Jusqu'à présent, ces plans ont joué leur rôle, mais on sait bien que le coût de sauvetage des différentes banques n'est pas encore connu en Europe. Les limites du Pacte de stabilité et de croissance sont donc loin derrière nous. Le Pacte de stabilité et de croissance doit donc reprendre sa place, mais dans un contexte différent, celui d'un retour à une croissance qu'il s'agir de renforcer. Il ne peut fonctionner qu'en organisant des anticipations sur le fait qu'il mobilise les énergies, permet d'économiser des dépenses infructueuses et combat, de ce fait, une logique d'équivalence ricardienne. Il faut donc passer d'une logique stabilité-surveillance à une logique stabilisation-croissance. Ce qui n'est pas évident.

7. Quelle est votre opinion face à la situation économique et financière des pays d''Europe centrale et orientale ? Quelles sont solutions à envisager afin de garantir une solidarité de l'Union à l'égard de ces pays ?

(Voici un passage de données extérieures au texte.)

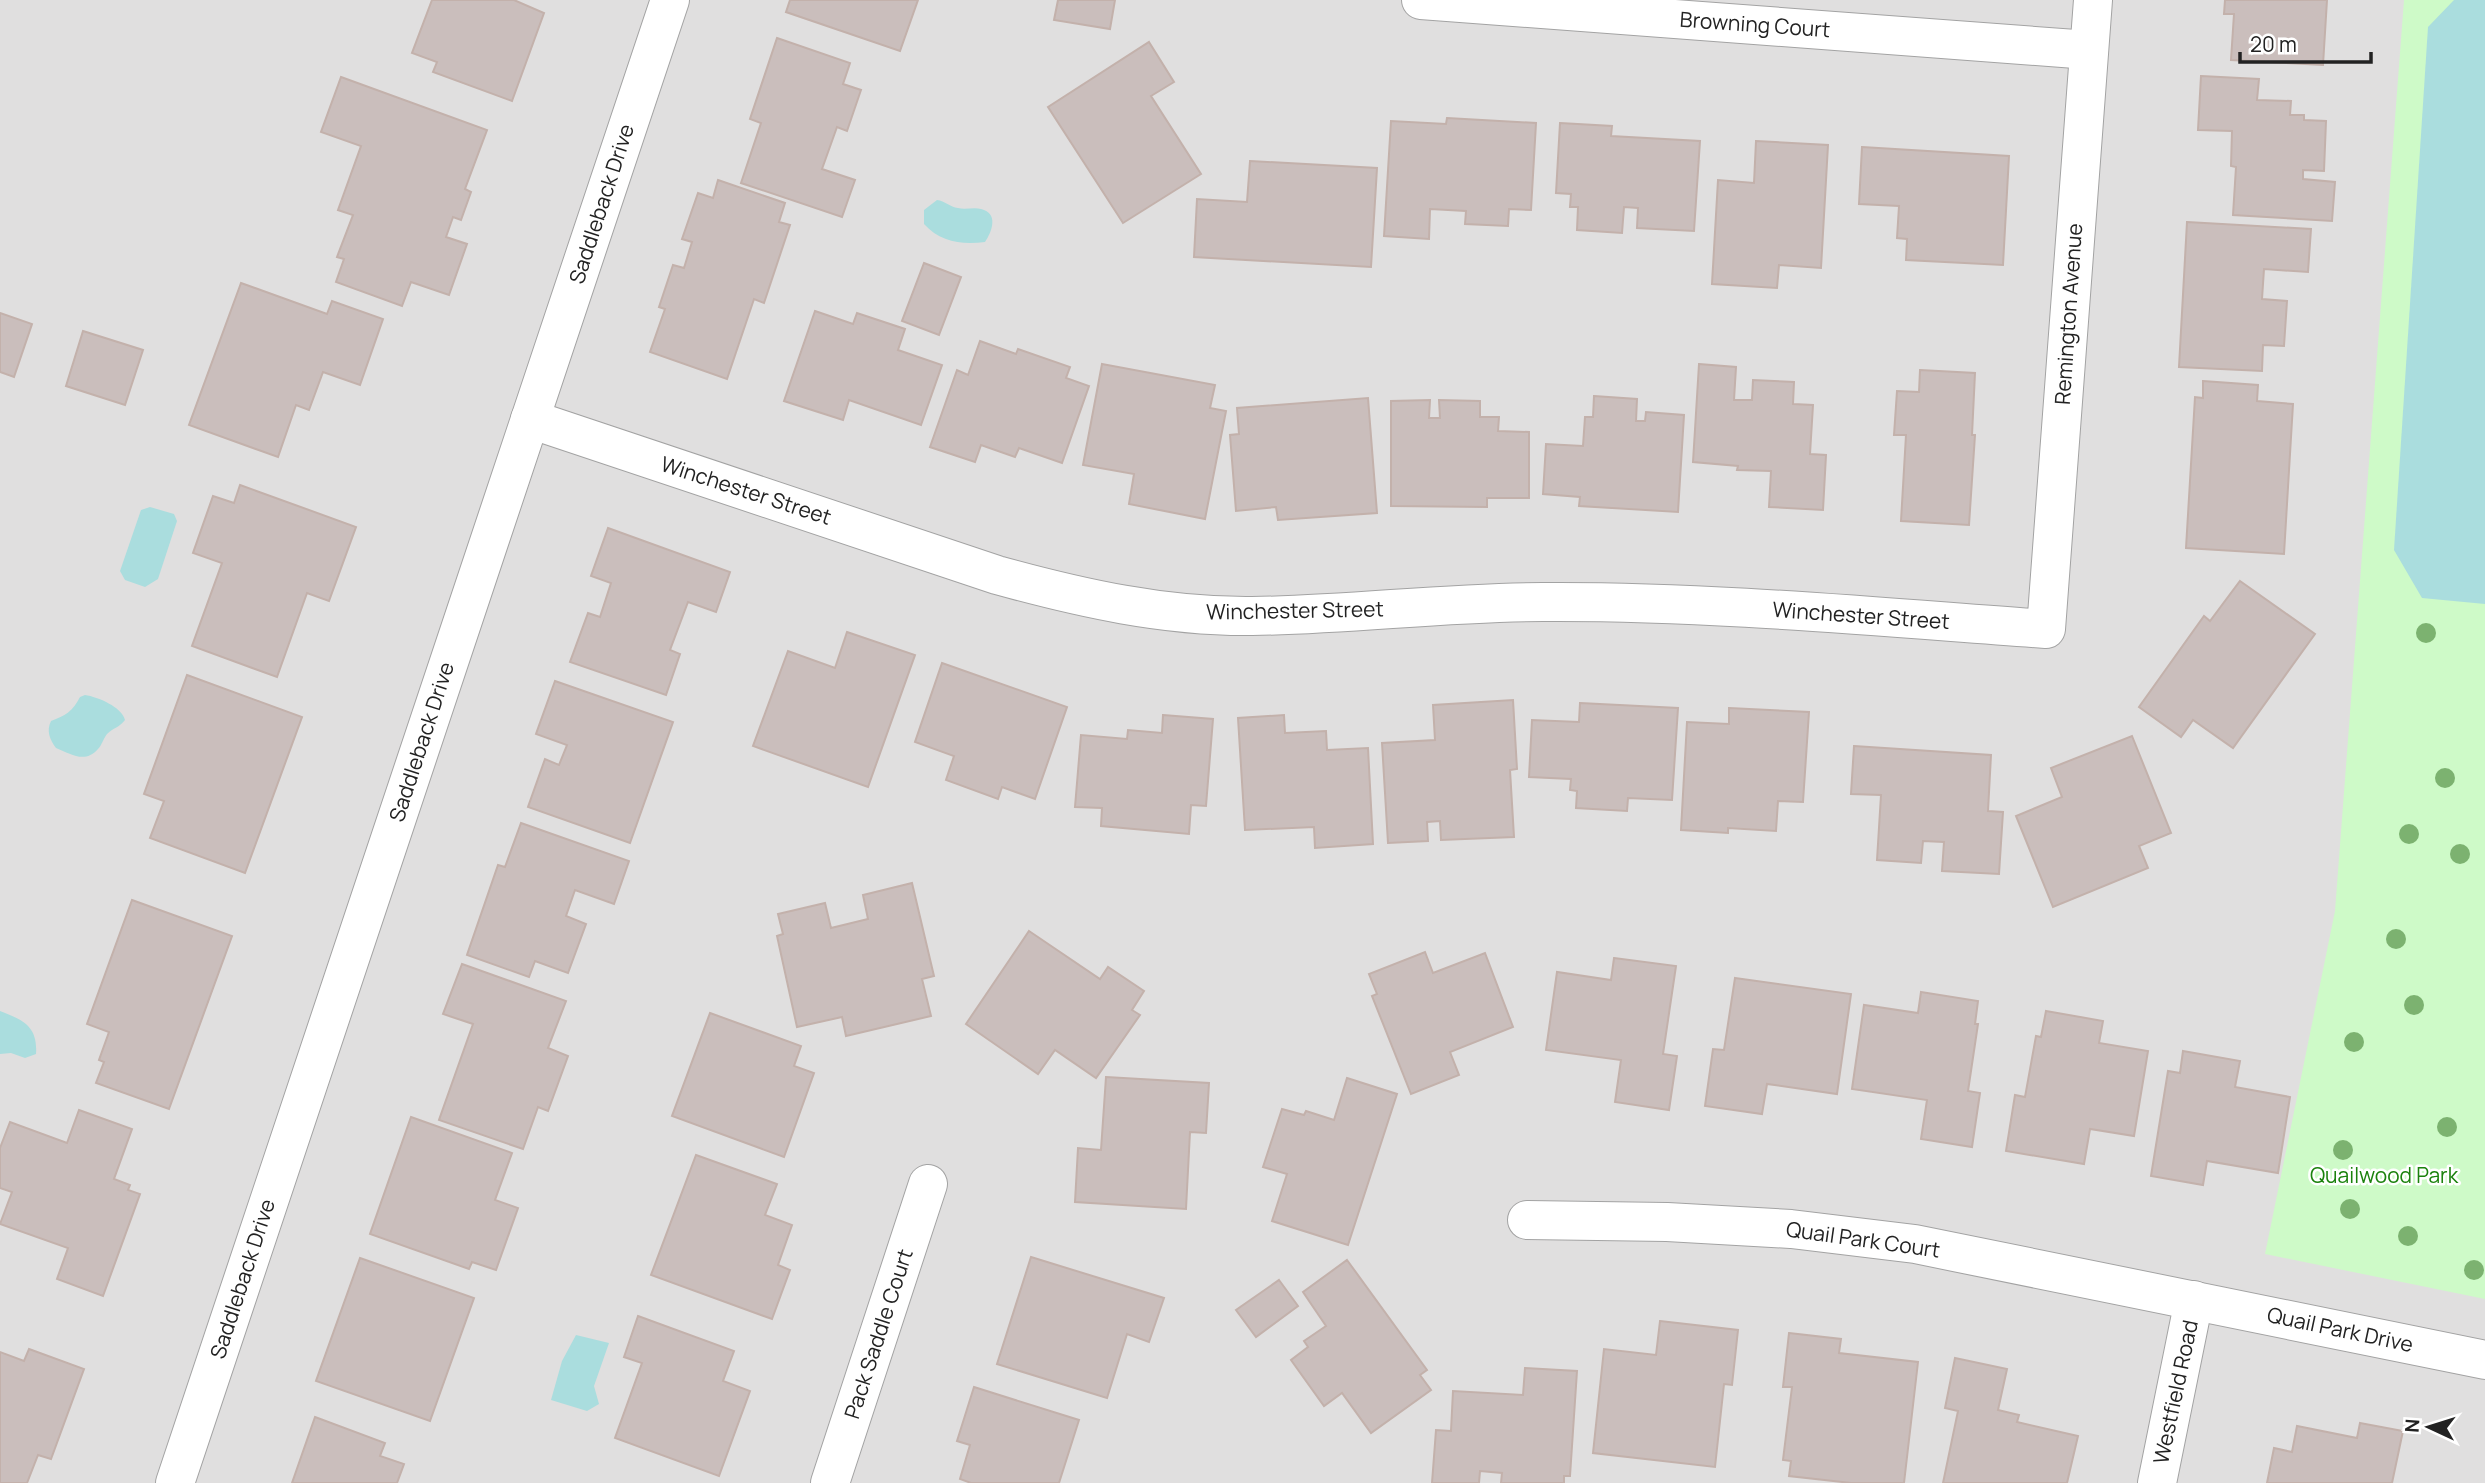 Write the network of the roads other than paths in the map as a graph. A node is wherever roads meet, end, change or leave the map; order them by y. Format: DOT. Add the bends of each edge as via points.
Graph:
graph roads {
  1 [pos="670,0"];
  2 [pos="1421,0"];
  3 [pos="2093,0"];
  4 [pos="2089,50"];
  5 [pos="530,419"];
  6 [pos="2046,629"];
  7 [pos="929,1184"];
  8 [pos="1527,1220"];
  9 [pos="2194,1300"];
  10 [pos="2485,1360"];
  11 [pos="175,1483"];
  12 [pos="830,1483"];
  13 [pos="2157,1483"];
  1 -- 5 [label="street, Saddleback Drive"];
  2 -- 4 [label="street, Browning Court"];
  3 -- 4 [label="street, Remington Avenue"];
  4 -- 6 [label="street, Remington Avenue"];
  5 -- 6 [label="street, Winchester Street" via="997,575 1070,595 1153,610 1251,616 1541,602 1694,604"];
  5 -- 11 [label="street, Saddleback Drive"];
  7 -- 12 [label="street, Pack Saddle Court"];
  8 -- 9 [label="street, Quail Park Court" via="1791,1229 1915,1244"];
  9 -- 10 [label="street, Quail Park Drive"];
  9 -- 13 [label="street, Westfield Road"];
}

L'Europe au sens large du terme a subi des chocs différenciés dans cette crise. Son centre a été atteint, puisque l'Allemagne doit profondément restructurer son système financier, mais aussi certaines filières industrielles. D'autres grands pays, dont la France, sont et seront à la manœuvre dans les années qui arrivent pour soutenir une croissance qui, en peu de trimestres, a été singulièrement rabotée. Il s'agit donc de croître plus en Italie, en Espagne, en Belgique ou en Irlande. La question de la périphérie de la zone euro est complexe, puisque la stratégie de l'Angleterre n'est pas claire.

Les pays de l'Est ont également souffert de la crise, puisque le rattrapage a été stoppé. On voit, chez eux, qu'une restructuration lourde est nécessaire, ce qui va renforcer la concurrence avec les pays d'Europe du centre. Quant aux pays qui n'avaient pas encore accepté l'euro, on voit bien qu'il sera difficile de vivre sans le dire. Dans ces conditions, des processus plus contraignants de lien avec la zone euro seraient nécessaires pour les pays qui le voudraient. Pour les autres, il s'agira de repousser leur date d'adhésion.

La zone euro est donc un centre plus résistant sorti de cette crise, mais un centre qui doit beaucoup mieux gérer sa périphérie, ses voisins et ses alliés. Il en va non seulement de la solidité de ses voisins et alliés, mais de sa solidité même. La progression de l'euro à laquelle nous assistons est ainsi une réaction américano-chinoise pour répartir les coûts de cette crise, une répartition dont on aurait pu se passer. L'Europe sort, au fond, grandie de cette crise, il faut qu'on le sache. Il faut surtout qu'elle le sache.